Extracted material:
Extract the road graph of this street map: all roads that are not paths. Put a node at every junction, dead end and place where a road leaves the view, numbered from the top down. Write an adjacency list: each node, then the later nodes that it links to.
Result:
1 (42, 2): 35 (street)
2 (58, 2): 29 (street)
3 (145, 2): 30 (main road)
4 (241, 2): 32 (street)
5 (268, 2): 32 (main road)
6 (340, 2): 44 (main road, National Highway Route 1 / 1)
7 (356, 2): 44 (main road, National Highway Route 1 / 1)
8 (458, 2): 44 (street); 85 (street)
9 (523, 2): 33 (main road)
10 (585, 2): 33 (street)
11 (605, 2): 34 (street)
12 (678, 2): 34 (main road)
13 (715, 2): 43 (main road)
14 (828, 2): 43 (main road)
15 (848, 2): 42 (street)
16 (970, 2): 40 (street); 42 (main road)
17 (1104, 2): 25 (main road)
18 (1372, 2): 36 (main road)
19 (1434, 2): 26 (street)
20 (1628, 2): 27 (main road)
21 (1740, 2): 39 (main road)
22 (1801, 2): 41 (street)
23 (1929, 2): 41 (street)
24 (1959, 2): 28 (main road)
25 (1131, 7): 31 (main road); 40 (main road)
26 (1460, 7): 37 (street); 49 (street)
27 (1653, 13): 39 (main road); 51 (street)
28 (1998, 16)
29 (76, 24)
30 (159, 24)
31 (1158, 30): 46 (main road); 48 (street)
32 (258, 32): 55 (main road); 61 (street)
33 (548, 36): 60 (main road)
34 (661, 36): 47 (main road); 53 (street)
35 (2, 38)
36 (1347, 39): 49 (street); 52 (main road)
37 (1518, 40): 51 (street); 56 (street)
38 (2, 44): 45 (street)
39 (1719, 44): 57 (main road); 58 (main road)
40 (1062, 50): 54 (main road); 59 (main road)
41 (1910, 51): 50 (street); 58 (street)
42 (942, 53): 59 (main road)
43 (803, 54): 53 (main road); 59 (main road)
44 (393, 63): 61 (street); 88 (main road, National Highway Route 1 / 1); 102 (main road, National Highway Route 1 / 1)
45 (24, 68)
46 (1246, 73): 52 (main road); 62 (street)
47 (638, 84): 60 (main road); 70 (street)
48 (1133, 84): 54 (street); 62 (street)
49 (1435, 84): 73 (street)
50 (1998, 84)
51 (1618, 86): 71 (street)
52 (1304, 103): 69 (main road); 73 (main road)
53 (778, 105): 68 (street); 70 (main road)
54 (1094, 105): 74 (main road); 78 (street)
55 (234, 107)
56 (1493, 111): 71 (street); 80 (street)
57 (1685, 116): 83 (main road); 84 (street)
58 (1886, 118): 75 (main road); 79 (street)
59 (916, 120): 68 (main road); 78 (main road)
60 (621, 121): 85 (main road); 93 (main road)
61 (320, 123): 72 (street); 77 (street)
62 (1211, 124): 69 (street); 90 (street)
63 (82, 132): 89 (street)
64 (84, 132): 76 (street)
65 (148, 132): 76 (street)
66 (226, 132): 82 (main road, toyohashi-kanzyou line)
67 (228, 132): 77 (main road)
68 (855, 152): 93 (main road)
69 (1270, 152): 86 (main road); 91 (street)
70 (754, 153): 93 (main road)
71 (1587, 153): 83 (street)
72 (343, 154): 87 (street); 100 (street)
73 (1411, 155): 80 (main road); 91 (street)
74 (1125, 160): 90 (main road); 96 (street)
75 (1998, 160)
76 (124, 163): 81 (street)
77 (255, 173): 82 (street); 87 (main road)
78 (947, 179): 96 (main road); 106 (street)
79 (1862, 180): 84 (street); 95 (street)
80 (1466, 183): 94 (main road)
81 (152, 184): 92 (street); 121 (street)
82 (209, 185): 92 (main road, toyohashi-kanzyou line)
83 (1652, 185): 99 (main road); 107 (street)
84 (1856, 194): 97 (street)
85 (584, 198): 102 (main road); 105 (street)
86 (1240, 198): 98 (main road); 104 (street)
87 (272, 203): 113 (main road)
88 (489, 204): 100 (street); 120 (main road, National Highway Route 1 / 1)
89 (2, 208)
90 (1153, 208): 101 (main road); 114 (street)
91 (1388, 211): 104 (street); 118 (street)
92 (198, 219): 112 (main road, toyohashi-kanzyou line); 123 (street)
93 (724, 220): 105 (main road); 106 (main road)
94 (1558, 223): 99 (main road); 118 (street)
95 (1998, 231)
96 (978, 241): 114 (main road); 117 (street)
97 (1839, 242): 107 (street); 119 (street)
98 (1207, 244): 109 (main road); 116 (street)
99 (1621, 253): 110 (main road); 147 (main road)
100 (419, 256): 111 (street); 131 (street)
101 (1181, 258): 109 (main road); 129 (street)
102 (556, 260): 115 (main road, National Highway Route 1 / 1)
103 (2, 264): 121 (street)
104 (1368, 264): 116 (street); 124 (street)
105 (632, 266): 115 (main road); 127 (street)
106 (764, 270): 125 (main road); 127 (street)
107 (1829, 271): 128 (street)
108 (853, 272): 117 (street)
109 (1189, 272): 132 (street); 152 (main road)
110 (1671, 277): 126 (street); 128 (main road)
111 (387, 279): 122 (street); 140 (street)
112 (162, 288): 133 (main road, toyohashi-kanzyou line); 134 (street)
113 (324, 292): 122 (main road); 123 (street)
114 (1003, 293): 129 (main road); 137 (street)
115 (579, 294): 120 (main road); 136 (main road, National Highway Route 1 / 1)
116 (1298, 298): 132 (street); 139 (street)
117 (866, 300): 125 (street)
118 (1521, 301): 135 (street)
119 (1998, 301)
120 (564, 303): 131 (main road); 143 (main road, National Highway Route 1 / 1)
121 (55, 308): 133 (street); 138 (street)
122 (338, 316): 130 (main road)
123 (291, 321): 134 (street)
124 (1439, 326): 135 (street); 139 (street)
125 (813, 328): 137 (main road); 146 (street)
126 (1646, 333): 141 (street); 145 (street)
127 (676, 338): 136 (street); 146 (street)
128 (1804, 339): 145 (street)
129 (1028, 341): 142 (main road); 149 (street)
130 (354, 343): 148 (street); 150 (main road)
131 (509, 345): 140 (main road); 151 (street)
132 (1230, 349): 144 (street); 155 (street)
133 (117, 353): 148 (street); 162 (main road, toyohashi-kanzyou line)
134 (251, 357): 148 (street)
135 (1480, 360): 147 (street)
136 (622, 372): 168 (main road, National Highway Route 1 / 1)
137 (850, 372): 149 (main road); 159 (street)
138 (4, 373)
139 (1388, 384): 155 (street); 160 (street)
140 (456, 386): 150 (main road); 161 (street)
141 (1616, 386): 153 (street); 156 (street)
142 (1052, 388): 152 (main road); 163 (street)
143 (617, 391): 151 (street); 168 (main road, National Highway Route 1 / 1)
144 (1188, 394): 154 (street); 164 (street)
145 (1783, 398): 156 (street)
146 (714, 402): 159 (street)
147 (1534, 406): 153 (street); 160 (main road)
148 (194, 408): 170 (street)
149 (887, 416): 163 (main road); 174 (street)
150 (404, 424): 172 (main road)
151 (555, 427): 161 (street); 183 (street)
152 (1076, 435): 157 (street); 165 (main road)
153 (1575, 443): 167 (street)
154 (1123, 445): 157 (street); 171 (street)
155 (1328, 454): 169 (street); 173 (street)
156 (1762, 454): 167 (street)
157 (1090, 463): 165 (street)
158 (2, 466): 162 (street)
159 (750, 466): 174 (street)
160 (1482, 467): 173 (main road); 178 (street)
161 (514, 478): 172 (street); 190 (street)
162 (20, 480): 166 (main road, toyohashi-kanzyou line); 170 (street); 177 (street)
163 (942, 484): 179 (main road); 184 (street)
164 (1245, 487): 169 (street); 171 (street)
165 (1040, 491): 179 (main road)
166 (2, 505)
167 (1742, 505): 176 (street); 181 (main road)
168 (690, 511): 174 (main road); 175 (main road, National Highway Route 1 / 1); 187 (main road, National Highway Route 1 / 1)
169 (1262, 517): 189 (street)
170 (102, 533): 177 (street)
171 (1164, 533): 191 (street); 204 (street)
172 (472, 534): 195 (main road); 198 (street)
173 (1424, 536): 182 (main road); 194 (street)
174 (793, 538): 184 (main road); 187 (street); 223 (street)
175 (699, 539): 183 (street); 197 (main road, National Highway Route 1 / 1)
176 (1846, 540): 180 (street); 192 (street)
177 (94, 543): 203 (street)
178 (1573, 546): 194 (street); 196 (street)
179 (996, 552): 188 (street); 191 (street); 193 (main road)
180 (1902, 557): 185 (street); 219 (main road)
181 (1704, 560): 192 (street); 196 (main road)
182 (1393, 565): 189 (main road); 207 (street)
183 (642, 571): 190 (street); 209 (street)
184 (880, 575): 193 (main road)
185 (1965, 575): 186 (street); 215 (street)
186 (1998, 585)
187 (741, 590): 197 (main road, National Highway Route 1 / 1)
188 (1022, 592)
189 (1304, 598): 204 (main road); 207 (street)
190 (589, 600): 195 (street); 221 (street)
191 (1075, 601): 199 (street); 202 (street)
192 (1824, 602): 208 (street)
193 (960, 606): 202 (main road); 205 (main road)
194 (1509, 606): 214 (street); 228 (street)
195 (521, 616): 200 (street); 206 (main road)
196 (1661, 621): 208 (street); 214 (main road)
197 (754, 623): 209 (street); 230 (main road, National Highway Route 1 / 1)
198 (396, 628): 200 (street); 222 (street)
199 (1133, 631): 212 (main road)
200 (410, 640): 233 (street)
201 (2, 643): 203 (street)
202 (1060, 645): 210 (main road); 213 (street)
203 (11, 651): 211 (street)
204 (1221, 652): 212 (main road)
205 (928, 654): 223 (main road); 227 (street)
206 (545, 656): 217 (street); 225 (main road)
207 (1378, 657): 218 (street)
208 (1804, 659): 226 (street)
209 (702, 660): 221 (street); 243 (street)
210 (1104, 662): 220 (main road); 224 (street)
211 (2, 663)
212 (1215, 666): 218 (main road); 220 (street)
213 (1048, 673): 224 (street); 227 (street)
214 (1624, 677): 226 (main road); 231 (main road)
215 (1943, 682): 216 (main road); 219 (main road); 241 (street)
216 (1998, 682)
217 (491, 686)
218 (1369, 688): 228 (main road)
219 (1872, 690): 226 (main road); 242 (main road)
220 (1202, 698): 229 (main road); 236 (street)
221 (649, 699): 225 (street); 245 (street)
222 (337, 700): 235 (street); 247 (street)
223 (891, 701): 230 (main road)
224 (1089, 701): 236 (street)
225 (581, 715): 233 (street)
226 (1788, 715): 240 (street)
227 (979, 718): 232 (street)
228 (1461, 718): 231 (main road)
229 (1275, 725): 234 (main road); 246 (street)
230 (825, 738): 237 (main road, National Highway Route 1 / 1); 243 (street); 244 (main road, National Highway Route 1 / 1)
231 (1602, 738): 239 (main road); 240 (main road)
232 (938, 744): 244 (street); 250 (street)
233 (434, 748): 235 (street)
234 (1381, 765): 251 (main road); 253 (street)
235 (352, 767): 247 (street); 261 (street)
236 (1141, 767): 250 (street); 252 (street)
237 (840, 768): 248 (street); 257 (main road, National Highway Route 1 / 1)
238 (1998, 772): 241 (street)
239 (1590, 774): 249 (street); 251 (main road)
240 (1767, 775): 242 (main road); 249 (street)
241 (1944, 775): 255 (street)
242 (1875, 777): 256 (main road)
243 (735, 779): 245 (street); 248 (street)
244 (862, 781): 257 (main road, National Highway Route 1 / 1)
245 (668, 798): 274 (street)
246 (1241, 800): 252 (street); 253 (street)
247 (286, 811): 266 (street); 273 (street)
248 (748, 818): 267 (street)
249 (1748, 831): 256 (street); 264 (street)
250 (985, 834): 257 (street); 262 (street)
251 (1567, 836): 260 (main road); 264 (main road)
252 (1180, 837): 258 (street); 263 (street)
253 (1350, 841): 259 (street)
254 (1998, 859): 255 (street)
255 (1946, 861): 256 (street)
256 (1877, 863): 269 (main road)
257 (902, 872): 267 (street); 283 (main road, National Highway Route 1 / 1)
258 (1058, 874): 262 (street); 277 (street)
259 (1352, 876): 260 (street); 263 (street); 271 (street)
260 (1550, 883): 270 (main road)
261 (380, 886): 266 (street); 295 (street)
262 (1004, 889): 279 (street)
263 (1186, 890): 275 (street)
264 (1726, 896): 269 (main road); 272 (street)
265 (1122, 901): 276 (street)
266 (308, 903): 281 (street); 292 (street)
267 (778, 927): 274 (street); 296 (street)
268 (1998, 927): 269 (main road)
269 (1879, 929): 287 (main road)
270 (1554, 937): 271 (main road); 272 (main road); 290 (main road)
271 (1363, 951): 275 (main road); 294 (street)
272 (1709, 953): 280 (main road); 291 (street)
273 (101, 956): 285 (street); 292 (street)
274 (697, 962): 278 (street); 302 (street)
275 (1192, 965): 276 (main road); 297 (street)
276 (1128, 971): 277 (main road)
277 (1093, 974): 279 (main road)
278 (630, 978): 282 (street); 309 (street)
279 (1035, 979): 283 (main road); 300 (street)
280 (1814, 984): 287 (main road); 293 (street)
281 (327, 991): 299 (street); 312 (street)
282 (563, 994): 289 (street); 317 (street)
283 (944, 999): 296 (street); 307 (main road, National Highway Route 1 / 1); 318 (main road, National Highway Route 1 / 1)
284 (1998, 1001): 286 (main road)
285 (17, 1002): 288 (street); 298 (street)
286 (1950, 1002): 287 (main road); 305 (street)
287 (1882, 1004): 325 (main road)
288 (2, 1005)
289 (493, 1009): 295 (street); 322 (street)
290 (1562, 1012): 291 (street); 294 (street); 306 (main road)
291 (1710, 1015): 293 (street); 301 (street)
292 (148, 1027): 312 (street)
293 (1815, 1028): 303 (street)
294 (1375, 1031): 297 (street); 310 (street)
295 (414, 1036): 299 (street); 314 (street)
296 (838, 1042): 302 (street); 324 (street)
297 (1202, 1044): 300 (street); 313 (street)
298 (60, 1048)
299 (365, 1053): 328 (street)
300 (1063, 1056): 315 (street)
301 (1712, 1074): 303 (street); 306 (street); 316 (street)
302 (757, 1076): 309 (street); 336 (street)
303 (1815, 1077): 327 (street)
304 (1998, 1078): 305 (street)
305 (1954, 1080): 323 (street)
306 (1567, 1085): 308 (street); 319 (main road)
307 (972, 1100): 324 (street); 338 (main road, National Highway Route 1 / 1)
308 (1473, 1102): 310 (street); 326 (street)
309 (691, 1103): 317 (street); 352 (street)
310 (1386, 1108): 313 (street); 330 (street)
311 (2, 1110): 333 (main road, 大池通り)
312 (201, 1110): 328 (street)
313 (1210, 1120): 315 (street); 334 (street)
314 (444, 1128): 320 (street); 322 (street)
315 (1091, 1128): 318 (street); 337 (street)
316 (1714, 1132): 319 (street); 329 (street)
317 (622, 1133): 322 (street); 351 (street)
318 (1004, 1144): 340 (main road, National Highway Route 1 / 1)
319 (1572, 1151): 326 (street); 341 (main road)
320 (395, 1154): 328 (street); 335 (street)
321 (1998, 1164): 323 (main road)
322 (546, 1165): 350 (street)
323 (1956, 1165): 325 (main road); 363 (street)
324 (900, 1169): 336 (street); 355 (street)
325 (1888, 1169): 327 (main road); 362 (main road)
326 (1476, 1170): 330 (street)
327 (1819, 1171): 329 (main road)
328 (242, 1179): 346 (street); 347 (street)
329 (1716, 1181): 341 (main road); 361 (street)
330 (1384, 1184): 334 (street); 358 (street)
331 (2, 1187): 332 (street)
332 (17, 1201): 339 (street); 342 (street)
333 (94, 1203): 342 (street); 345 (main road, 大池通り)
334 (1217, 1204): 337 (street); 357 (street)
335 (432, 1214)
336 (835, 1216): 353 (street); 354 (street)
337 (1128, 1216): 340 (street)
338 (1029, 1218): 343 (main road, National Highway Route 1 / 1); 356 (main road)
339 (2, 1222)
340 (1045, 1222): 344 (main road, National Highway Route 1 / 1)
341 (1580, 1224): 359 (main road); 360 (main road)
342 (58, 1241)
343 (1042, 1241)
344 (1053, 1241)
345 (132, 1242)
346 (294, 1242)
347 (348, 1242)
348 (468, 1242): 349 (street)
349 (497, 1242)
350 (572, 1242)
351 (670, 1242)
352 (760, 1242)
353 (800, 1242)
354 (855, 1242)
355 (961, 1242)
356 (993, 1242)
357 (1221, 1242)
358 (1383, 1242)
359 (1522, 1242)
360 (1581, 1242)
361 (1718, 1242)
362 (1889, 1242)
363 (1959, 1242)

Required action:
Search the data for the string "kanzyou" and copy every line where it appears.

Your solution:
66 (226, 132): 82 (main road, toyohashi-kanzyou line)
82 (209, 185): 92 (main road, toyohashi-kanzyou line)
92 (198, 219): 112 (main road, toyohashi-kanzyou line); 123 (street)
112 (162, 288): 133 (main road, toyohashi-kanzyou line); 134 (street)
133 (117, 353): 148 (street); 162 (main road, toyohashi-kanzyou line)
162 (20, 480): 166 (main road, toyohashi-kanzyou line); 170 (street); 177 (street)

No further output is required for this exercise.